Jakarta, Gatra.com - Keluarga dari Mary Jane Veloso (MJV), terpidana mati kasus penyelundupan narkoba jenis heroin sebanyak 2,6 kg pada tahun 2010, datang ke Indonesia untuk meminta pemerintah agar dapat kembali mempertimbangkan pemberian grasi kepada MJV.
Komnas HAM juga diminta agar bisa memberikan rekomendasi mengingat adanya dugaan kuat kalau MJV justru merupakan korban tindak pidana perdagangan orang (TPPO).
Keputusan Presiden Joko Widodo (Jokowi) untuk menunda eksekusi MJV pada tahun 2015 lalu dikarenakan ada informasi dari Filipina yang mengungkap bahwa MJV hanya korban TPPO. Saat itu, perekrut Mary Jane yang bernama Maria Christina Sergio ditangkap dan proses hukumnya masih berjalan hingga saat ini.
Baca Juga: Terpidana Mati Mary Jane Dipindah ke Lapas Gunungkidul
"Sejak itu memang kemudian ada dijadwalkan untuk MJV dimintai keterangan terkait kasusnya oleh Supreme Court di Filipina," ucap Koordinator Subkomisi Pemajuan HAM Komnas HAM, Anis Hidayah dalam konferensi pers di kantor Komnas HAM, Jakarta, Kamis (22/6).
Anis mempertegas posisi Komnas HAM yang tidak setuju dan menolak keras diberlakukannya hukuman mati.
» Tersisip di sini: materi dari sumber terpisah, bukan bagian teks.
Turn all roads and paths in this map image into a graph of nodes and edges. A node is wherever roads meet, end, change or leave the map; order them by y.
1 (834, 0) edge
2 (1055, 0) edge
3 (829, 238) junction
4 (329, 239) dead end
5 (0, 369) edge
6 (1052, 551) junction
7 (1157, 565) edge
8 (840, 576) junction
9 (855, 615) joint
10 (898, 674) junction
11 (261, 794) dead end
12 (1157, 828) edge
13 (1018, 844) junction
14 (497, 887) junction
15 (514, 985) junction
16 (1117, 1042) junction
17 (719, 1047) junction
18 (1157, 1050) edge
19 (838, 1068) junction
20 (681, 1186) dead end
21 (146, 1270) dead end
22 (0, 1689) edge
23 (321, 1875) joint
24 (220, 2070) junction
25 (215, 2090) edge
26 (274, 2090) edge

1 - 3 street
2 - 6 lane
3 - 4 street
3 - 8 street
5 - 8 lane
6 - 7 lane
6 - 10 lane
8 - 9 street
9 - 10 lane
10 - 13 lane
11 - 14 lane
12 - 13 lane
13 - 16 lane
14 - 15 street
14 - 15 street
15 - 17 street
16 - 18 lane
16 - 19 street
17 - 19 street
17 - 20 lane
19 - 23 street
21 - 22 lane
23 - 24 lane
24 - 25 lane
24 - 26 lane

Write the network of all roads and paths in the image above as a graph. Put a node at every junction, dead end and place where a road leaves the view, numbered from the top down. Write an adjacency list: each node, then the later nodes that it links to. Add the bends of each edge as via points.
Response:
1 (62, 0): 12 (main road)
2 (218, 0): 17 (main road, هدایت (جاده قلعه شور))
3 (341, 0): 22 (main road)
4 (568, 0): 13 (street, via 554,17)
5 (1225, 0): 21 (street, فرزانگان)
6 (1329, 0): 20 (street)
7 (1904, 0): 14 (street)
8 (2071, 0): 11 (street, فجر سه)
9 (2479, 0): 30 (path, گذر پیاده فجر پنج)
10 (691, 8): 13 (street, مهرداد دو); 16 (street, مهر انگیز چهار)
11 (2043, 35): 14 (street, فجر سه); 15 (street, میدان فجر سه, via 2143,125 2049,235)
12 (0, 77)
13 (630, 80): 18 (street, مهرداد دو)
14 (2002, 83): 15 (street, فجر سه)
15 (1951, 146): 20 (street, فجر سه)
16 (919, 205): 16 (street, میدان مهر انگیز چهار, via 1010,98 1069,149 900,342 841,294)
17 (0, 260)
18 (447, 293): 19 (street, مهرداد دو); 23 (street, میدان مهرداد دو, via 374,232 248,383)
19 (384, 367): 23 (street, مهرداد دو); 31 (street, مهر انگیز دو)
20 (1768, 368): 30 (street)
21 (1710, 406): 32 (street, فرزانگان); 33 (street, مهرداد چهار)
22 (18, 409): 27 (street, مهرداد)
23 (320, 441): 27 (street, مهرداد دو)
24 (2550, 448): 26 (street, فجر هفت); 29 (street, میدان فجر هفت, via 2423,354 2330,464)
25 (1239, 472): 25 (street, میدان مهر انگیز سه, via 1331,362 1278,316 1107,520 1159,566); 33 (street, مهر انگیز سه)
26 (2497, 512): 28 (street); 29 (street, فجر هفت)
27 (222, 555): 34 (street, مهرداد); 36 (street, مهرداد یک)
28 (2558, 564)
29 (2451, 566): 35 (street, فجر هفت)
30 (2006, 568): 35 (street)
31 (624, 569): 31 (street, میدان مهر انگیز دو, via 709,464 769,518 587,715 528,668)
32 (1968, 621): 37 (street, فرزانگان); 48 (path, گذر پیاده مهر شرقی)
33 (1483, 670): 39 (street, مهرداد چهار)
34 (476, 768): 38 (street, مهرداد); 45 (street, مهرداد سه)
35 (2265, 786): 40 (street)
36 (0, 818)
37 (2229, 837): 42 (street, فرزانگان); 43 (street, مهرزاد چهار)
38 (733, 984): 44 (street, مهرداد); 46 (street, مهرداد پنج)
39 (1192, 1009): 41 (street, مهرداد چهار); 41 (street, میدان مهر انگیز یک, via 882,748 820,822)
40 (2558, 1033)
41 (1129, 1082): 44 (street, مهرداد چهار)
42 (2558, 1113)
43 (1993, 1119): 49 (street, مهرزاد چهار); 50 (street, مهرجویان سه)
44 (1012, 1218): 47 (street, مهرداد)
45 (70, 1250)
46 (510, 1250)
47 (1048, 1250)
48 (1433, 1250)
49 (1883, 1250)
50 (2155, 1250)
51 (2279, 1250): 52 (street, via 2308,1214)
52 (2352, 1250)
Mengingat keputusan yang ditunda hanyalah jadwal eksekusi dari MJV, Komnas HAM akan kembali merekomendasikan agar Presiden Jokowi bisa memberikan grasi kepada Mary Jane, yang diduga kuat merupakan korban.
"Kami juga sedang menjadwalkan dengan kedutaan Filipina di Indonesia, termasuk nanti kuasa hukum akan mengajukan grasi kepada presiden terkait kasus MJV," kata Anis lagi.
Meski sempat grasi untuk MJV sempat ditolak oleh pemerintah Indonesia, pihak keluarga masih menaruh harapannya. Alasannya, saat ini perekrut MJV sedang menjalani proses hukum di Filipina dan menunggu keputusan vonis.